● Task brief
Leaving every picture out, repeat all of the entries below exactly.

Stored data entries
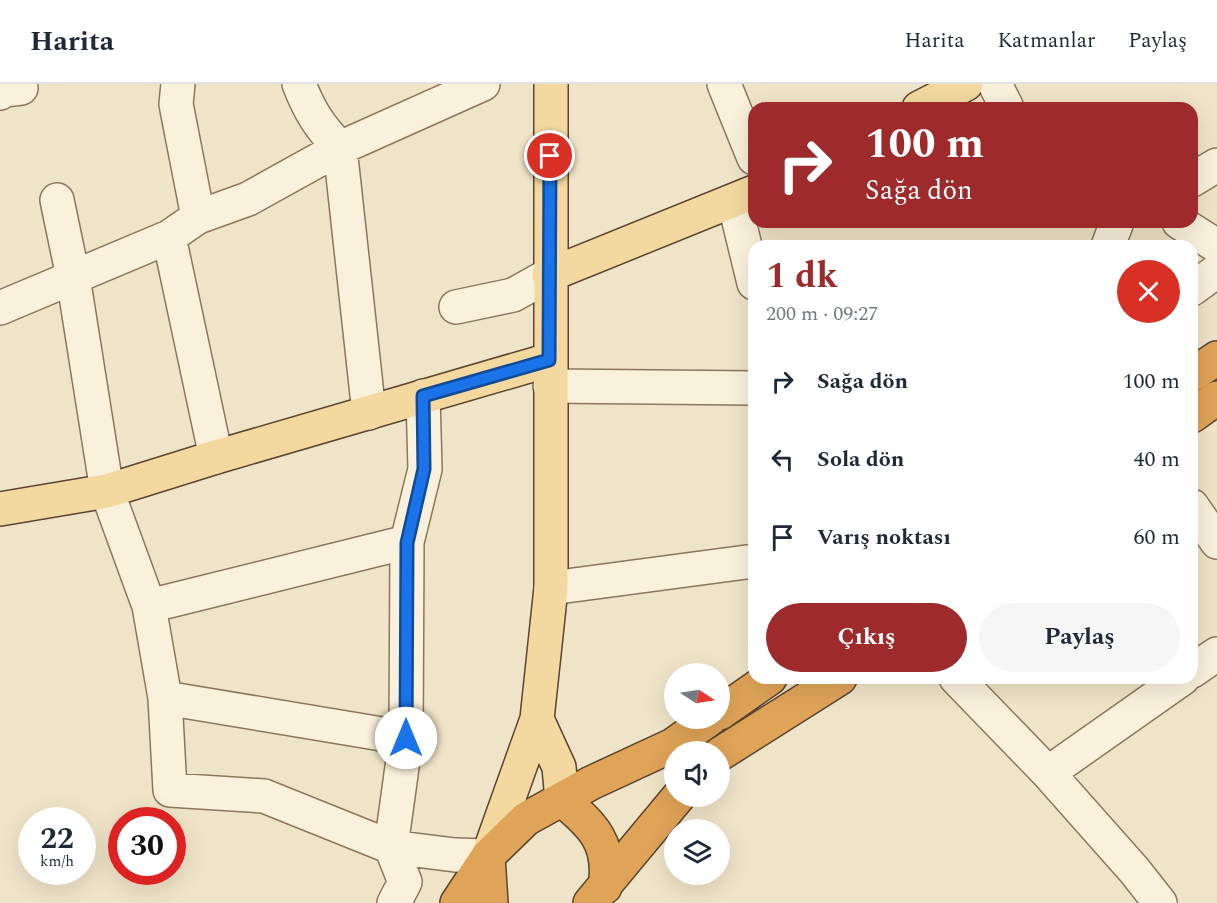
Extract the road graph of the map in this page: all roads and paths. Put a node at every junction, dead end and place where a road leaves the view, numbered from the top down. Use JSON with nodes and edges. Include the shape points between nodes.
{"nodes":[{"id":1,"x":178,"y":84,"type":"edge"},
{"id":2,"x":299,"y":84,"type":"edge"},
{"id":3,"x":483,"y":84,"type":"edge"},
{"id":4,"x":550,"y":84,"type":"edge"},
{"id":5,"x":724,"y":84,"type":"edge"},
{"id":6,"x":966,"y":84,"type":"edge"},
{"id":7,"x":995,"y":84,"type":"edge"},
{"id":8,"x":931,"y":102,"type":"edge"},
{"id":9,"x":1004,"y":102,"type":"edge"},
{"id":10,"x":748,"y":143,"type":"edge"},
{"id":11,"x":340,"y":148,"type":"junction"},
{"id":12,"x":1217,"y":165,"type":"edge"},
{"id":13,"x":1198,"y":176,"type":"edge"},
{"id":14,"x":744,"y":196,"type":"edge"},
{"id":15,"x":57,"y":200,"type":"dead end"},
{"id":16,"x":198,"y":217,"type":"junction"},
{"id":17,"x":1171,"y":228,"type":"edge"},
{"id":18,"x":169,"y":237,"type":"junction"},
{"id":19,"x":749,"y":240,"type":"edge"},
{"id":20,"x":1217,"y":246,"type":"edge"},
{"id":21,"x":1217,"y":271,"type":"edge"},
{"id":22,"x":549,"y":275,"type":"junction"},
{"id":23,"x":73,"y":277,"type":"junction"},
{"id":24,"x":1198,"y":285,"type":"edge"},
{"id":25,"x":456,"y":307,"type":"dead end"},
{"id":26,"x":0,"y":308,"type":"edge"},
{"id":27,"x":1217,"y":358,"type":"edge"},
{"id":28,"x":1198,"y":371,"type":"edge"},
{"id":29,"x":549,"y":373,"type":"junction"},
{"id":30,"x":748,"y":388,"type":"edge"},
{"id":31,"x":423,"y":396,"type":"junction"},
{"id":32,"x":1217,"y":398,"type":"edge"},
{"id":33,"x":1198,"y":412,"type":"edge"},
{"id":34,"x":369,"y":413,"type":"junction"},
{"id":35,"x":216,"y":457,"type":"junction"},
{"id":36,"x":107,"y":491,"type":"junction"},
{"id":37,"x":0,"y":509,"type":"edge"},
{"id":38,"x":1198,"y":515,"type":"edge"},
{"id":39,"x":1217,"y":542,"type":"edge"},
{"id":40,"x":407,"y":543,"type":"junction"},
{"id":41,"x":748,"y":562,"type":"edge"},
{"id":42,"x":550,"y":588,"type":"junction"},
{"id":43,"x":149,"y":606,"type":"junction"},
{"id":44,"x":1217,"y":654,"type":"edge"},
{"id":45,"x":1198,"y":667,"type":"edge"},
{"id":46,"x":761,"y":684,"type":"edge"},
{"id":47,"x":831,"y":684,"type":"edge"},
{"id":48,"x":962,"y":684,"type":"edge"},
{"id":49,"x":1174,"y":684,"type":"edge"},
{"id":50,"x":165,"y":698,"type":"junction"},
{"id":51,"x":730,"y":705,"type":"edge"},
{"id":52,"x":537,"y":719,"type":"junction"},
{"id":53,"x":696,"y":729,"type":"edge"},
{"id":54,"x":406,"y":738,"type":"junction"},
{"id":55,"x":730,"y":748,"type":"edge"},
{"id":56,"x":1048,"y":773,"type":"junction"},
{"id":57,"x":562,"y":800,"type":"junction"},
{"id":58,"x":669,"y":807,"type":"edge"},
{"id":59,"x":391,"y":847,"type":"junction"},
{"id":60,"x":488,"y":856,"type":"junction"},
{"id":61,"x":598,"y":895,"type":"edge"},
{"id":62,"x":394,"y":903,"type":"edge"},
{"id":63,"x":457,"y":903,"type":"edge"},
{"id":64,"x":490,"y":903,"type":"edge"},
{"id":65,"x":1160,"y":903,"type":"edge"}],
"edges":[{"from":1,"to":16,"type":"street","via":[[176,105]]},
{"from":2,"to":11,"type":"street","via":[[321,128]]},
{"from":3,"to":11,"type":"street"},
{"from":4,"to":22,"type":"main road"},
{"from":5,"to":10,"type":"street"},
{"from":6,"to":8,"type":"main road"},
{"from":7,"to":9,"type":"street"},
{"from":11,"to":16,"type":"street","via":[[248,199]]},
{"from":11,"to":34,"type":"street"},
{"from":12,"to":13,"type":"street"},
{"from":14,"to":19,"type":"street"},
{"from":14,"to":22,"type":"main road"},
{"from":15,"to":23,"type":"street"},
{"from":16,"to":18,"type":"street"},
{"from":17,"to":20,"type":"street"},
{"from":18,"to":23,"type":"street"},
{"from":18,"to":35,"type":"street"},
{"from":21,"to":24,"type":"street"},
{"from":22,"to":25,"type":"street","via":[[513,295]]},
{"from":22,"to":29,"type":"main road"},
{"from":23,"to":26,"type":"street"},
{"from":23,"to":36,"type":"street"},
{"from":27,"to":28,"type":"highway"},
{"from":29,"to":30,"type":"street"},
{"from":29,"to":31,"type":"main road"},
{"from":29,"to":42,"type":"main road"},
{"from":31,"to":34,"type":"main road"},
{"from":31,"to":40,"type":"street","via":[[424,469]]},
{"from":32,"to":33,"type":"highway"},
{"from":34,"to":35,"type":"main road"},
{"from":35,"to":36,"type":"main road"},
{"from":36,"to":37,"type":"main road"},
{"from":36,"to":43,"type":"street"},
{"from":38,"to":39,"type":"street"},
{"from":40,"to":43,"type":"street"},
{"from":40,"to":54,"type":"street"},
{"from":41,"to":42,"type":"street"},
{"from":42,"to":52,"type":"main road"},
{"from":43,"to":50,"type":"street"},
{"from":44,"to":45,"type":"street"},
{"from":46,"to":51,"type":"highway"},
{"from":47,"to":55,"type":"highway"},
{"from":48,"to":56,"type":"street"},
{"from":49,"to":56,"type":"street"},
{"from":50,"to":54,"type":"street"},
{"from":50,"to":59,"type":"street","via":[[170,790],[264,796]]},
{"from":52,"to":57,"type":"main road","via":[[558,767]]},
{"from":52,"to":60,"type":"main road"},
{"from":53,"to":57,"type":"highway","via":[[673,745]]},
{"from":54,"to":59,"type":"street"},
{"from":56,"to":65,"type":"street"},
{"from":57,"to":60,"type":"highway","via":[[526,819]]},
{"from":57,"to":61,"type":"highway","via":[[594,829],[604,846],[608,869]]},
{"from":58,"to":61,"type":"highway"},
{"from":59,"to":60,"type":"street"},
{"from":59,"to":62,"type":"street","via":[[405,882]]},
{"from":60,"to":63,"type":"highway"},
{"from":60,"to":64,"type":"highway"}]}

● Result below
Extract the road graph of the map in this page: all roads and paths. Put a node at every junction, dead end and place where a road leaves the view, numbered from the top down. Use JSON with nodes and edges. Include the shape points between nodes.
{"nodes":[{"id":1,"x":178,"y":84,"type":"edge"},
{"id":2,"x":299,"y":84,"type":"edge"},
{"id":3,"x":483,"y":84,"type":"edge"},
{"id":4,"x":550,"y":84,"type":"edge"},
{"id":5,"x":724,"y":84,"type":"edge"},
{"id":6,"x":966,"y":84,"type":"edge"},
{"id":7,"x":995,"y":84,"type":"edge"},
{"id":8,"x":931,"y":102,"type":"edge"},
{"id":9,"x":1004,"y":102,"type":"edge"},
{"id":10,"x":748,"y":143,"type":"edge"},
{"id":11,"x":340,"y":148,"type":"junction"},
{"id":12,"x":1217,"y":165,"type":"edge"},
{"id":13,"x":1198,"y":176,"type":"edge"},
{"id":14,"x":744,"y":196,"type":"edge"},
{"id":15,"x":57,"y":200,"type":"dead end"},
{"id":16,"x":198,"y":217,"type":"junction"},
{"id":17,"x":1171,"y":228,"type":"edge"},
{"id":18,"x":169,"y":237,"type":"junction"},
{"id":19,"x":749,"y":240,"type":"edge"},
{"id":20,"x":1217,"y":246,"type":"edge"},
{"id":21,"x":1217,"y":271,"type":"edge"},
{"id":22,"x":549,"y":275,"type":"junction"},
{"id":23,"x":73,"y":277,"type":"junction"},
{"id":24,"x":1198,"y":285,"type":"edge"},
{"id":25,"x":456,"y":307,"type":"dead end"},
{"id":26,"x":0,"y":308,"type":"edge"},
{"id":27,"x":1217,"y":358,"type":"edge"},
{"id":28,"x":1198,"y":371,"type":"edge"},
{"id":29,"x":549,"y":373,"type":"junction"},
{"id":30,"x":748,"y":388,"type":"edge"},
{"id":31,"x":423,"y":396,"type":"junction"},
{"id":32,"x":1217,"y":398,"type":"edge"},
{"id":33,"x":1198,"y":412,"type":"edge"},
{"id":34,"x":369,"y":413,"type":"junction"},
{"id":35,"x":216,"y":457,"type":"junction"},
{"id":36,"x":107,"y":491,"type":"junction"},
{"id":37,"x":0,"y":509,"type":"edge"},
{"id":38,"x":1198,"y":515,"type":"edge"},
{"id":39,"x":1217,"y":542,"type":"edge"},
{"id":40,"x":407,"y":543,"type":"junction"},
{"id":41,"x":748,"y":562,"type":"edge"},
{"id":42,"x":550,"y":588,"type":"junction"},
{"id":43,"x":149,"y":606,"type":"junction"},
{"id":44,"x":1217,"y":654,"type":"edge"},
{"id":45,"x":1198,"y":667,"type":"edge"},
{"id":46,"x":761,"y":684,"type":"edge"},
{"id":47,"x":831,"y":684,"type":"edge"},
{"id":48,"x":962,"y":684,"type":"edge"},
{"id":49,"x":1174,"y":684,"type":"edge"},
{"id":50,"x":165,"y":698,"type":"junction"},
{"id":51,"x":730,"y":705,"type":"edge"},
{"id":52,"x":537,"y":719,"type":"junction"},
{"id":53,"x":696,"y":729,"type":"edge"},
{"id":54,"x":406,"y":738,"type":"junction"},
{"id":55,"x":730,"y":748,"type":"edge"},
{"id":56,"x":1048,"y":773,"type":"junction"},
{"id":57,"x":562,"y":800,"type":"junction"},
{"id":58,"x":669,"y":807,"type":"edge"},
{"id":59,"x":391,"y":847,"type":"junction"},
{"id":60,"x":488,"y":856,"type":"junction"},
{"id":61,"x":598,"y":895,"type":"edge"},
{"id":62,"x":394,"y":903,"type":"edge"},
{"id":63,"x":457,"y":903,"type":"edge"},
{"id":64,"x":490,"y":903,"type":"edge"},
{"id":65,"x":1160,"y":903,"type":"edge"}],
"edges":[{"from":1,"to":16,"type":"street","via":[[176,105]]},
{"from":2,"to":11,"type":"street","via":[[321,128]]},
{"from":3,"to":11,"type":"street"},
{"from":4,"to":22,"type":"main road"},
{"from":5,"to":10,"type":"street"},
{"from":6,"to":8,"type":"main road"},
{"from":7,"to":9,"type":"street"},
{"from":11,"to":16,"type":"street","via":[[248,199]]},
{"from":11,"to":34,"type":"street"},
{"from":12,"to":13,"type":"street"},
{"from":14,"to":19,"type":"street"},
{"from":14,"to":22,"type":"main road"},
{"from":15,"to":23,"type":"street"},
{"from":16,"to":18,"type":"street"},
{"from":17,"to":20,"type":"street"},
{"from":18,"to":23,"type":"street"},
{"from":18,"to":35,"type":"street"},
{"from":21,"to":24,"type":"street"},
{"from":22,"to":25,"type":"street","via":[[513,295]]},
{"from":22,"to":29,"type":"main road"},
{"from":23,"to":26,"type":"street"},
{"from":23,"to":36,"type":"street"},
{"from":27,"to":28,"type":"highway"},
{"from":29,"to":30,"type":"street"},
{"from":29,"to":31,"type":"main road"},
{"from":29,"to":42,"type":"main road"},
{"from":31,"to":34,"type":"main road"},
{"from":31,"to":40,"type":"street","via":[[424,469]]},
{"from":32,"to":33,"type":"highway"},
{"from":34,"to":35,"type":"main road"},
{"from":35,"to":36,"type":"main road"},
{"from":36,"to":37,"type":"main road"},
{"from":36,"to":43,"type":"street"},
{"from":38,"to":39,"type":"street"},
{"from":40,"to":43,"type":"street"},
{"from":40,"to":54,"type":"street"},
{"from":41,"to":42,"type":"street"},
{"from":42,"to":52,"type":"main road"},
{"from":43,"to":50,"type":"street"},
{"from":44,"to":45,"type":"street"},
{"from":46,"to":51,"type":"highway"},
{"from":47,"to":55,"type":"highway"},
{"from":48,"to":56,"type":"street"},
{"from":49,"to":56,"type":"street"},
{"from":50,"to":54,"type":"street"},
{"from":50,"to":59,"type":"street","via":[[170,790],[264,796]]},
{"from":52,"to":57,"type":"main road","via":[[558,767]]},
{"from":52,"to":60,"type":"main road"},
{"from":53,"to":57,"type":"highway","via":[[673,745]]},
{"from":54,"to":59,"type":"street"},
{"from":56,"to":65,"type":"street"},
{"from":57,"to":60,"type":"highway","via":[[526,819]]},
{"from":57,"to":61,"type":"highway","via":[[594,829],[604,846],[608,869]]},
{"from":58,"to":61,"type":"highway"},
{"from":59,"to":60,"type":"street"},
{"from":59,"to":62,"type":"street","via":[[405,882]]},
{"from":60,"to":63,"type":"highway"},
{"from":60,"to":64,"type":"highway"}]}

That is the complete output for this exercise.